Exercise:
Copy the records below exactly. Include all of them.

Task material:

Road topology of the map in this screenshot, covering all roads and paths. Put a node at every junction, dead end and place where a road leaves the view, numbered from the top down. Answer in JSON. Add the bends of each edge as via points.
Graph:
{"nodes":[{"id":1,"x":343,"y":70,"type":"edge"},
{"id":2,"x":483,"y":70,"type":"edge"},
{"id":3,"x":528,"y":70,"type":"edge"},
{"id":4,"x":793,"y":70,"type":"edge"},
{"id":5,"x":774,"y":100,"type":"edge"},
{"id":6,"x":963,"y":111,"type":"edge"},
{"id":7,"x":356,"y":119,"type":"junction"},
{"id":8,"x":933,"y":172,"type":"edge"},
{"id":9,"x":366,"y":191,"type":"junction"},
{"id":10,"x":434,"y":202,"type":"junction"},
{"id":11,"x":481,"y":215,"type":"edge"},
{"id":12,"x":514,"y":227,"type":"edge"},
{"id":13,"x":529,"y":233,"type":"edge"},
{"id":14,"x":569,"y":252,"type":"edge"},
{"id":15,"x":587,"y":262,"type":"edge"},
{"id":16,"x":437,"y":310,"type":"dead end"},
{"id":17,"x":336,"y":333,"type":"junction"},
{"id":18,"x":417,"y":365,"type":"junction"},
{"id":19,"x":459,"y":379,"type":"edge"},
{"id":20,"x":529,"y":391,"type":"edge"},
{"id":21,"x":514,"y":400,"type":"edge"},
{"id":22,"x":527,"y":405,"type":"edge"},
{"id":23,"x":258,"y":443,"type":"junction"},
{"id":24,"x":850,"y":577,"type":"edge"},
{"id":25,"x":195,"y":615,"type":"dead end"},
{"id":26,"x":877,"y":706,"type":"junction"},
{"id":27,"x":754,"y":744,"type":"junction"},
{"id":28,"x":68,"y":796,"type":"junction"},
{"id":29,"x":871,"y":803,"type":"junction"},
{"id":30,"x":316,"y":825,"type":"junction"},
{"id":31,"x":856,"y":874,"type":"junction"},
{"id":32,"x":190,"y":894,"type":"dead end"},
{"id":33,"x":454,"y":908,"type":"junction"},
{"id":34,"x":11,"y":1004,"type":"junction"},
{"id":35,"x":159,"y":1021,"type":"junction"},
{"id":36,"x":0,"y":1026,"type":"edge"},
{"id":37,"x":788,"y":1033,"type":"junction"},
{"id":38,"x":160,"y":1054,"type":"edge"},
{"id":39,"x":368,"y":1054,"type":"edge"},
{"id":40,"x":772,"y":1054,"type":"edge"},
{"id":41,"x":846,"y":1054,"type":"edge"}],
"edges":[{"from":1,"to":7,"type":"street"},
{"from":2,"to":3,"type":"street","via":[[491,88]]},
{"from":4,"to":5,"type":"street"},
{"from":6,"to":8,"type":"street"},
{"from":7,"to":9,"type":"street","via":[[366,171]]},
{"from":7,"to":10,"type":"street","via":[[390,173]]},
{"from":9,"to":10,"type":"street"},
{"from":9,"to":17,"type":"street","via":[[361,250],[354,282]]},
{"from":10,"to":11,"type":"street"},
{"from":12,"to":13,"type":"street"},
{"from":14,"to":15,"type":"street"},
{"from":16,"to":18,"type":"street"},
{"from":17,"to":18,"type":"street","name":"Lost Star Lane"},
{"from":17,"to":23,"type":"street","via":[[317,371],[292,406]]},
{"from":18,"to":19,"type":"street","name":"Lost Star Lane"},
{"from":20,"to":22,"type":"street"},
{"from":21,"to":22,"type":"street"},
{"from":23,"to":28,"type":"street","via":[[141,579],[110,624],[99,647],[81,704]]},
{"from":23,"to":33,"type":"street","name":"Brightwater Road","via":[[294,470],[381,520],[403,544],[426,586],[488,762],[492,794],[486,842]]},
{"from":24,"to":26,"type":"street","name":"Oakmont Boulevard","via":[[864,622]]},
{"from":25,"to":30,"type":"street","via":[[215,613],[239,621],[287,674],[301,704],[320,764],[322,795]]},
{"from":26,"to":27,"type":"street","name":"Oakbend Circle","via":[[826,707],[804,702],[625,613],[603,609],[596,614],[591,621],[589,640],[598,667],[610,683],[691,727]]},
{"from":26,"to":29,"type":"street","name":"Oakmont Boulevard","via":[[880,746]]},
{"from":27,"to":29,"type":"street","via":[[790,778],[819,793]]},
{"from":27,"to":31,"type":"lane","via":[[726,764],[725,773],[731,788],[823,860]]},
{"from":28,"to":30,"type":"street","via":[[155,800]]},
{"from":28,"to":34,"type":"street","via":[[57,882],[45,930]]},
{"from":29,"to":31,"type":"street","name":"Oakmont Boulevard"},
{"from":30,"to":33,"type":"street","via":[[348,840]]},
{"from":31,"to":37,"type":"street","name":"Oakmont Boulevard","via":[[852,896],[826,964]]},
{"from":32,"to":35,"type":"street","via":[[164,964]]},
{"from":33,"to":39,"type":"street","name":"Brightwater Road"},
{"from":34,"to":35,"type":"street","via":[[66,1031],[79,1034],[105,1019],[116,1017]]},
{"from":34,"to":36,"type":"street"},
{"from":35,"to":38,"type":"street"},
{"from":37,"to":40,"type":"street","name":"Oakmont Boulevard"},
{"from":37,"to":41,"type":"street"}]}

Written solution:
Road topology of the map in this screenshot, covering all roads and paths. Put a node at every junction, dead end and place where a road leaves the view, numbered from the top down. Answer in JSON. Add the bends of each edge as via points.
Graph:
{"nodes":[{"id":1,"x":343,"y":70,"type":"edge"},
{"id":2,"x":483,"y":70,"type":"edge"},
{"id":3,"x":528,"y":70,"type":"edge"},
{"id":4,"x":793,"y":70,"type":"edge"},
{"id":5,"x":774,"y":100,"type":"edge"},
{"id":6,"x":963,"y":111,"type":"edge"},
{"id":7,"x":356,"y":119,"type":"junction"},
{"id":8,"x":933,"y":172,"type":"edge"},
{"id":9,"x":366,"y":191,"type":"junction"},
{"id":10,"x":434,"y":202,"type":"junction"},
{"id":11,"x":481,"y":215,"type":"edge"},
{"id":12,"x":514,"y":227,"type":"edge"},
{"id":13,"x":529,"y":233,"type":"edge"},
{"id":14,"x":569,"y":252,"type":"edge"},
{"id":15,"x":587,"y":262,"type":"edge"},
{"id":16,"x":437,"y":310,"type":"dead end"},
{"id":17,"x":336,"y":333,"type":"junction"},
{"id":18,"x":417,"y":365,"type":"junction"},
{"id":19,"x":459,"y":379,"type":"edge"},
{"id":20,"x":529,"y":391,"type":"edge"},
{"id":21,"x":514,"y":400,"type":"edge"},
{"id":22,"x":527,"y":405,"type":"edge"},
{"id":23,"x":258,"y":443,"type":"junction"},
{"id":24,"x":850,"y":577,"type":"edge"},
{"id":25,"x":195,"y":615,"type":"dead end"},
{"id":26,"x":877,"y":706,"type":"junction"},
{"id":27,"x":754,"y":744,"type":"junction"},
{"id":28,"x":68,"y":796,"type":"junction"},
{"id":29,"x":871,"y":803,"type":"junction"},
{"id":30,"x":316,"y":825,"type":"junction"},
{"id":31,"x":856,"y":874,"type":"junction"},
{"id":32,"x":190,"y":894,"type":"dead end"},
{"id":33,"x":454,"y":908,"type":"junction"},
{"id":34,"x":11,"y":1004,"type":"junction"},
{"id":35,"x":159,"y":1021,"type":"junction"},
{"id":36,"x":0,"y":1026,"type":"edge"},
{"id":37,"x":788,"y":1033,"type":"junction"},
{"id":38,"x":160,"y":1054,"type":"edge"},
{"id":39,"x":368,"y":1054,"type":"edge"},
{"id":40,"x":772,"y":1054,"type":"edge"},
{"id":41,"x":846,"y":1054,"type":"edge"}],
"edges":[{"from":1,"to":7,"type":"street"},
{"from":2,"to":3,"type":"street","via":[[491,88]]},
{"from":4,"to":5,"type":"street"},
{"from":6,"to":8,"type":"street"},
{"from":7,"to":9,"type":"street","via":[[366,171]]},
{"from":7,"to":10,"type":"street","via":[[390,173]]},
{"from":9,"to":10,"type":"street"},
{"from":9,"to":17,"type":"street","via":[[361,250],[354,282]]},
{"from":10,"to":11,"type":"street"},
{"from":12,"to":13,"type":"street"},
{"from":14,"to":15,"type":"street"},
{"from":16,"to":18,"type":"street"},
{"from":17,"to":18,"type":"street","name":"Lost Star Lane"},
{"from":17,"to":23,"type":"street","via":[[317,371],[292,406]]},
{"from":18,"to":19,"type":"street","name":"Lost Star Lane"},
{"from":20,"to":22,"type":"street"},
{"from":21,"to":22,"type":"street"},
{"from":23,"to":28,"type":"street","via":[[141,579],[110,624],[99,647],[81,704]]},
{"from":23,"to":33,"type":"street","name":"Brightwater Road","via":[[294,470],[381,520],[403,544],[426,586],[488,762],[492,794],[486,842]]},
{"from":24,"to":26,"type":"street","name":"Oakmont Boulevard","via":[[864,622]]},
{"from":25,"to":30,"type":"street","via":[[215,613],[239,621],[287,674],[301,704],[320,764],[322,795]]},
{"from":26,"to":27,"type":"street","name":"Oakbend Circle","via":[[826,707],[804,702],[625,613],[603,609],[596,614],[591,621],[589,640],[598,667],[610,683],[691,727]]},
{"from":26,"to":29,"type":"street","name":"Oakmont Boulevard","via":[[880,746]]},
{"from":27,"to":29,"type":"street","via":[[790,778],[819,793]]},
{"from":27,"to":31,"type":"lane","via":[[726,764],[725,773],[731,788],[823,860]]},
{"from":28,"to":30,"type":"street","via":[[155,800]]},
{"from":28,"to":34,"type":"street","via":[[57,882],[45,930]]},
{"from":29,"to":31,"type":"street","name":"Oakmont Boulevard"},
{"from":30,"to":33,"type":"street","via":[[348,840]]},
{"from":31,"to":37,"type":"street","name":"Oakmont Boulevard","via":[[852,896],[826,964]]},
{"from":32,"to":35,"type":"street","via":[[164,964]]},
{"from":33,"to":39,"type":"street","name":"Brightwater Road"},
{"from":34,"to":35,"type":"street","via":[[66,1031],[79,1034],[105,1019],[116,1017]]},
{"from":34,"to":36,"type":"street"},
{"from":35,"to":38,"type":"street"},
{"from":37,"to":40,"type":"street","name":"Oakmont Boulevard"},
{"from":37,"to":41,"type":"street"}]}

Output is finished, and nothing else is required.